One more thing I would recommend your virus program incorporate a firewall only because its easier to setup and manage since a add on firewall can be kind of daunting in the choices on setup.

[Ramie]

Instead of a firewall I've used Sandboxie for years now.  What it does is run your browser or any program you wish in a sandbox keeping any malicious programs from doing any harm.

You can read about it here: https://www.sandboxie.com

I use the free version which requires I click a few buttons to start up my browser but they have paid versions.

[Roidfingers]

Or you can do as I do and have a VPN. Which is virtual private network. What they do is when you are online it sends your IP to their server then to the intermet with a different IP address. No one can trace you. I live in Alabama and my IP shows up in dallas tex. But I could send it overseas if I which. With the Dallas one there is no lag at all. Or so little I can't tell. If I want to send to Albania, then maybe I could tell. The one I use is IPvanish. Look it up. IPvanish does not keep logs of any type, that way nothing can be traced. Very secure.

https://www.ipvanish.com/

I have a jailbroken media box and can get any channel I want plus free movies and sports. I have no cable or sattelite . Love it. They why I use IPvanish. Good for up to 5 different devices. Ipads, phones, computer, media box / firestick etc....

[Serk]

I'm gonna add one more thing... If we're in a world where almost everyone sends their mail on postcards and a very small number of folks send their mail in an envelope, who do you think will get more attention, the ones going with the flow or the ones that are extra secretive?

In some ways, being more secure is being less secure as it draws more attention to your activities.

Just my opinion, and worth what ya' paid for it.

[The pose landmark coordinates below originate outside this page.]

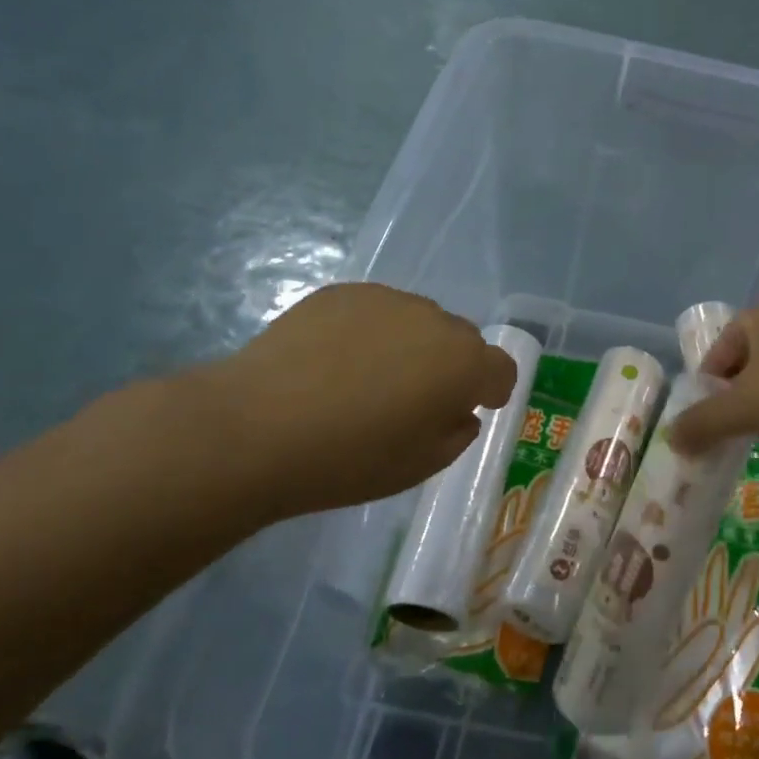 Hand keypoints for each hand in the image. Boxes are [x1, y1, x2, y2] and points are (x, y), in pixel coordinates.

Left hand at [186, 284, 517, 517]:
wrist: (256, 426)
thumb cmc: (349, 459)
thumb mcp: (419, 466)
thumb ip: (456, 433)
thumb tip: (458, 411)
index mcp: (464, 363)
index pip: (502, 368)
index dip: (492, 390)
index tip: (471, 408)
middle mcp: (435, 321)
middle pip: (461, 339)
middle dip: (451, 365)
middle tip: (413, 399)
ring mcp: (387, 299)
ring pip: (418, 321)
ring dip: (411, 345)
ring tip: (367, 379)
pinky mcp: (344, 292)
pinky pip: (376, 311)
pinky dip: (371, 332)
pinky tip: (333, 362) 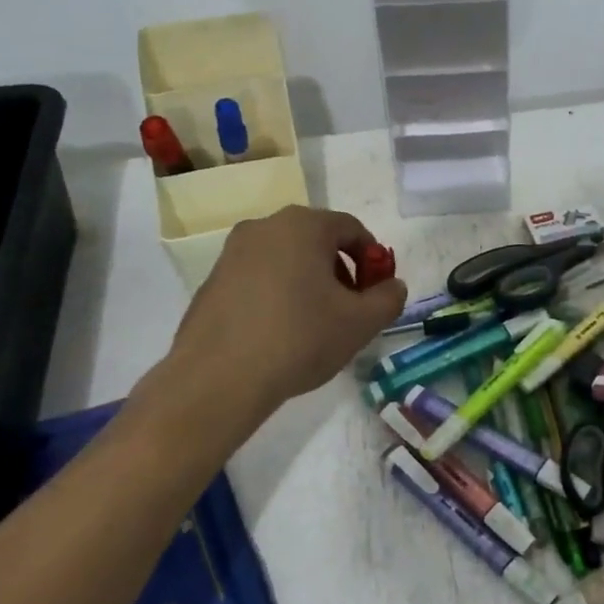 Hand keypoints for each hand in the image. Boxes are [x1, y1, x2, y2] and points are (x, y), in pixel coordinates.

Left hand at [144, 206, 406, 426]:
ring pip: (287, 259)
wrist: (218, 378)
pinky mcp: (211, 281)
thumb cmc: (300, 338)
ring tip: (315, 325)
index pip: (352, 229)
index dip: (373, 259)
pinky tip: (280, 333)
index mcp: (303, 225)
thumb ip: (389, 298)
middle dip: (341, 272)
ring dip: (310, 283)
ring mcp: (232, 253)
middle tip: (350, 310)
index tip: (376, 293)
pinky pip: (259, 278)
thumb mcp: (362, 322)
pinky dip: (278, 295)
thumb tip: (392, 286)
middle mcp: (265, 227)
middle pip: (318, 241) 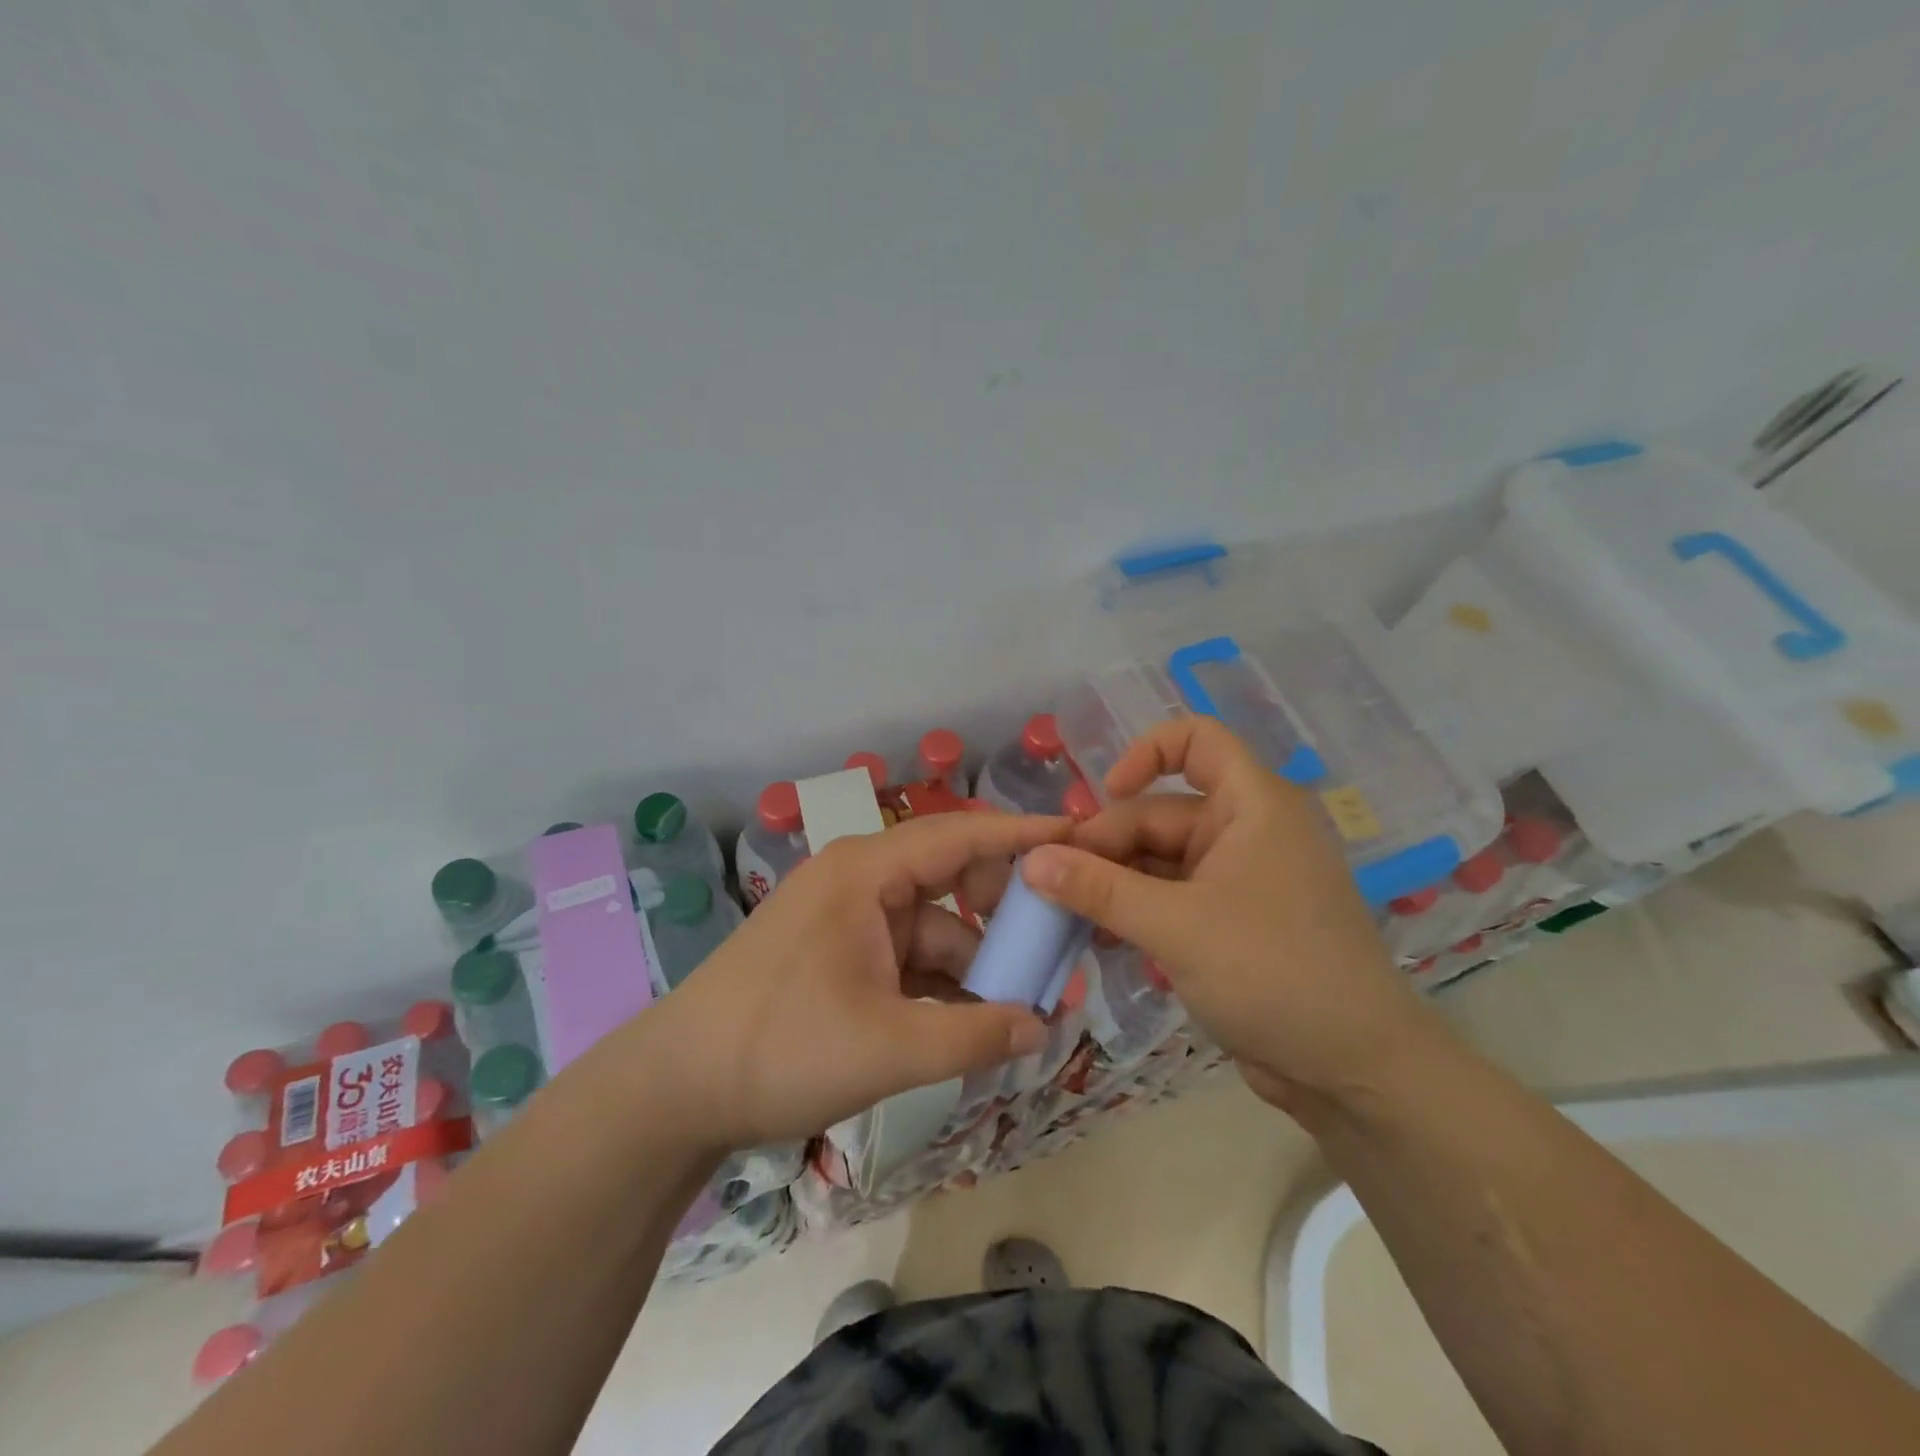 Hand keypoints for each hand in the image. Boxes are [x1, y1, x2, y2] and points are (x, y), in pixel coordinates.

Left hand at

Just an idea, but if you're concerned about relatives/friends using your computer, pick up an inexpensive low end laptop or Chrome Book (I've gotten rather fond of my Chrome book lately). It'll come in handy for when you're traveling, plus it's a lot nicer to browse the board with it while sitting on the throne than a phone or tablet, and when company come over, offer it up for them to use instead of your main computer.

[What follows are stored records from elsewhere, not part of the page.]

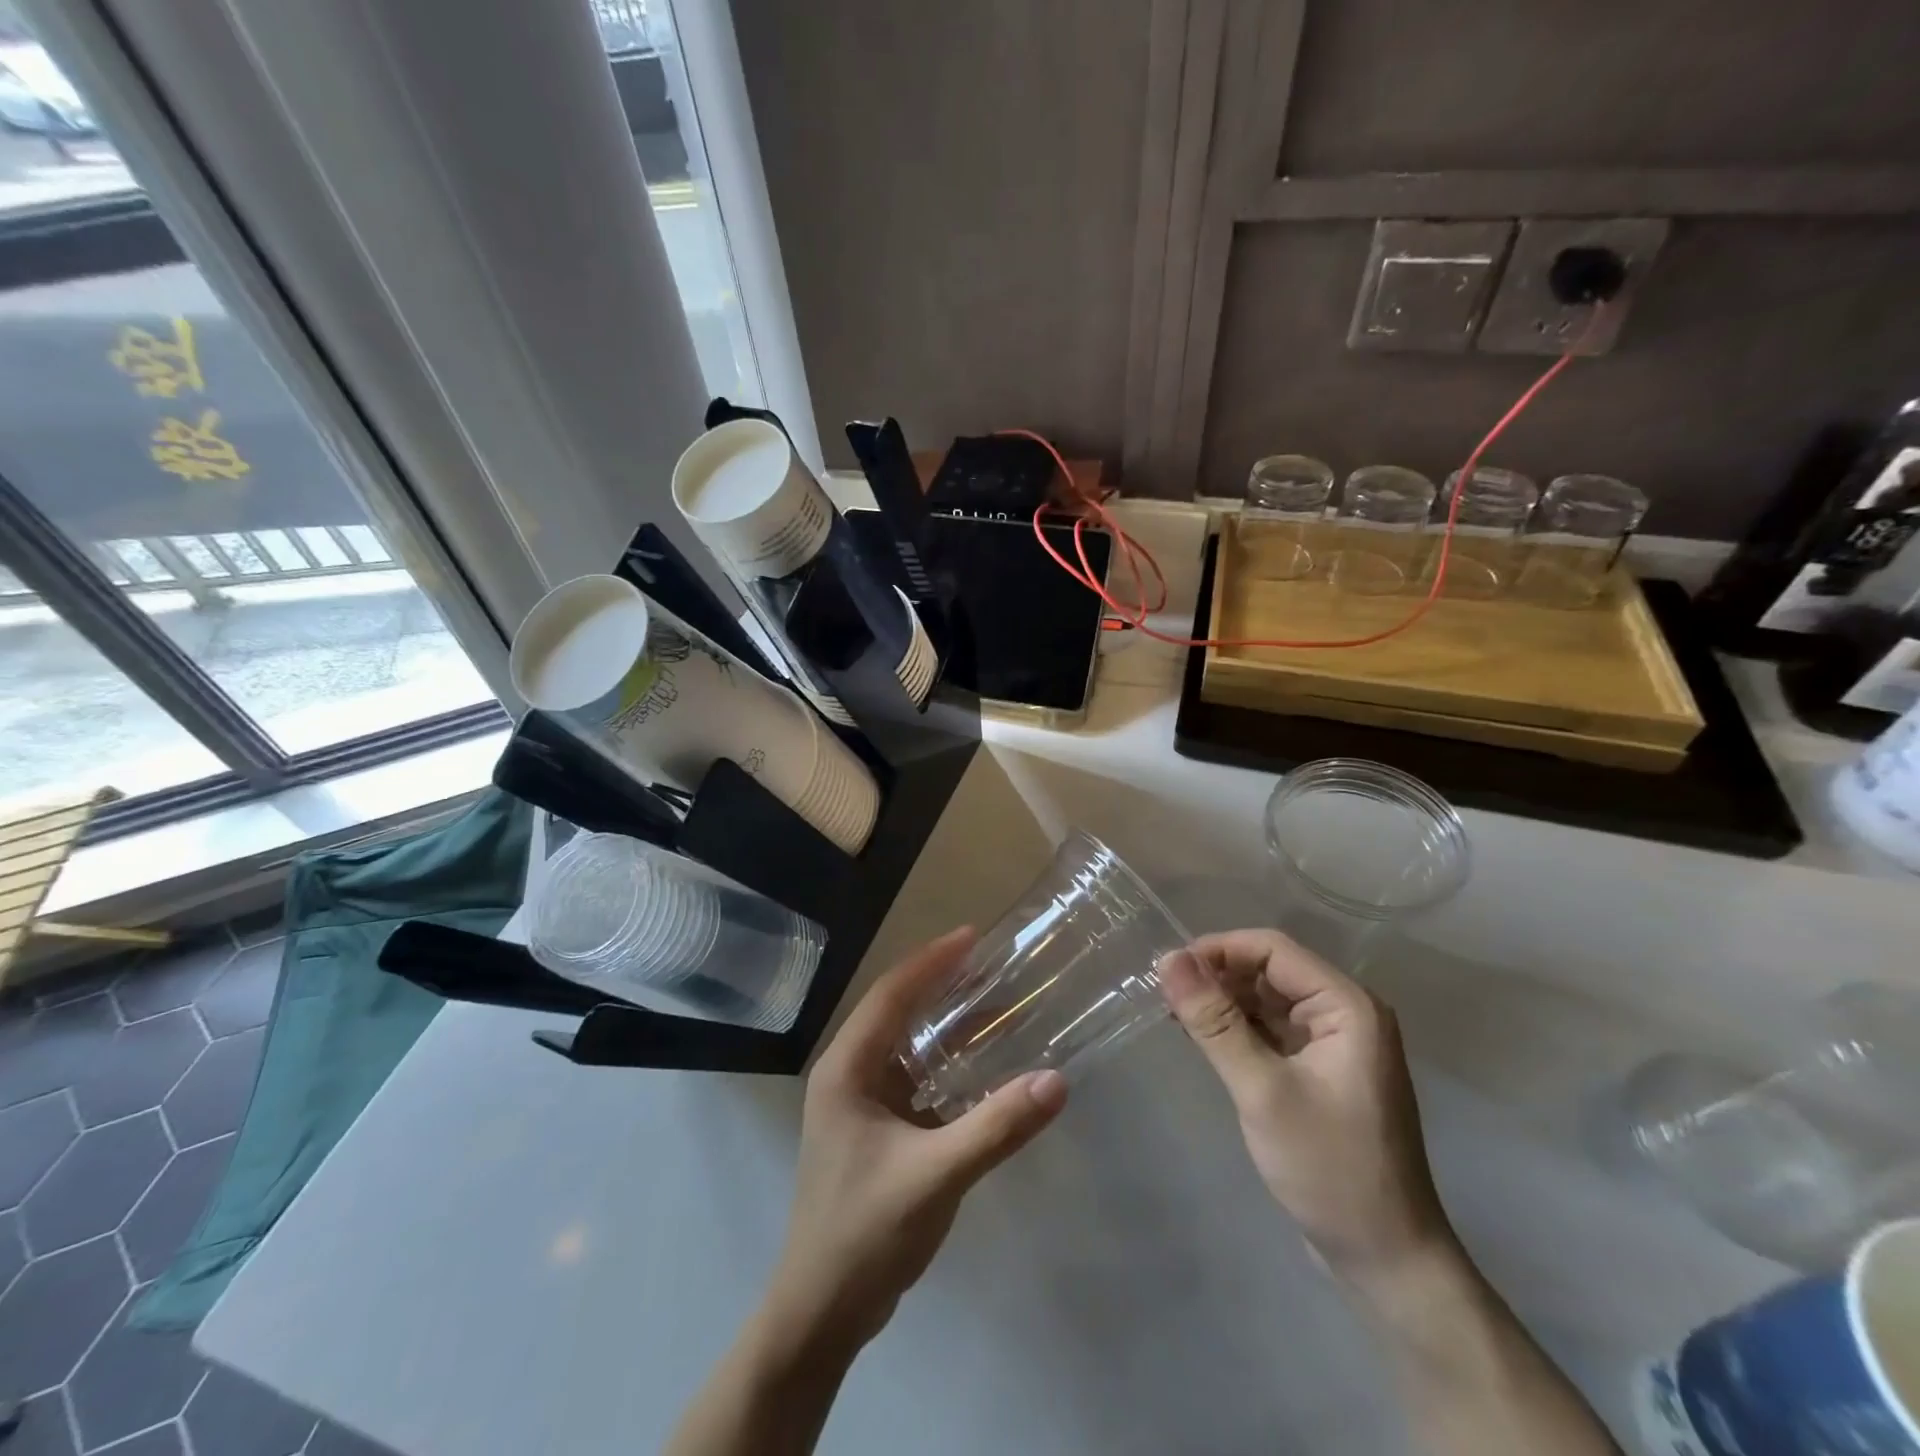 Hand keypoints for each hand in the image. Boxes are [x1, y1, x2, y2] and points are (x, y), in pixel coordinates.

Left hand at [766, 926, 1068, 1350]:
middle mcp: (848, 1074)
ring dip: (944, 1023)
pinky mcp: (875, 1130)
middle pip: (897, 1011)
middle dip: (940, 983)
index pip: (891, 994)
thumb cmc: (865, 1233)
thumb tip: (1056, 1081)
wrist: (821, 1314)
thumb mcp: (936, 1176)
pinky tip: (980, 1065)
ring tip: (993, 1002)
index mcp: (846, 1068)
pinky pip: (914, 1078)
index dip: (932, 961)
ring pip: (906, 1044)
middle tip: (991, 963)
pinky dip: (945, 1063)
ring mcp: (859, 1103)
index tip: (973, 936)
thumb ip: (996, 1127)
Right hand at [1160, 929, 1453, 1278]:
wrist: (1385, 1259)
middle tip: (1164, 995)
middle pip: (1269, 969)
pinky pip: (1272, 1028)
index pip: (1272, 949)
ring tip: (1175, 1015)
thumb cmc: (1328, 1168)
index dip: (1217, 950)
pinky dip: (1237, 1028)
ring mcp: (1334, 1042)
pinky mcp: (1320, 1068)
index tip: (1167, 970)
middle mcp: (1345, 1012)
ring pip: (1267, 998)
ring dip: (1223, 1002)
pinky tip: (1202, 1038)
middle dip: (1216, 976)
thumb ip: (1215, 1021)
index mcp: (1347, 1006)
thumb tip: (1168, 958)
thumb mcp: (1262, 1090)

(The Chrome Book I got was under $200, will run for 12 hours of real usage on a charge, is tiny and takes up almost no space in a saddle bag. I used it for my recent Inzane trip (The reason I bought it) and it handled everything I needed to do while on the road.)

[scooperhsd]

serk - the new wrinkle  is IPV6 - I'm not sure how these home routers implementation will deal with the viruses and what not when you are using IPv6. So, while in the past I would 100%  agree with your assesments on NAT home routers, I'm not so sure about today and IPv6.

At this point - if you are using IPv6 - I would want a software firewall on that client, even if it is the ones that come with Windows.

Also - general advice - don't go crazy and try to use multiple anti viruses /firewalls on a single PC - they will just fight with each other.

And for the guy using a VPN - with your VPN up, you have essentially put your PC out on the open internet. You should have a good A/V and Internet firewall running. If your VPN provider is doing the firewalling, then this advice is not as crucial.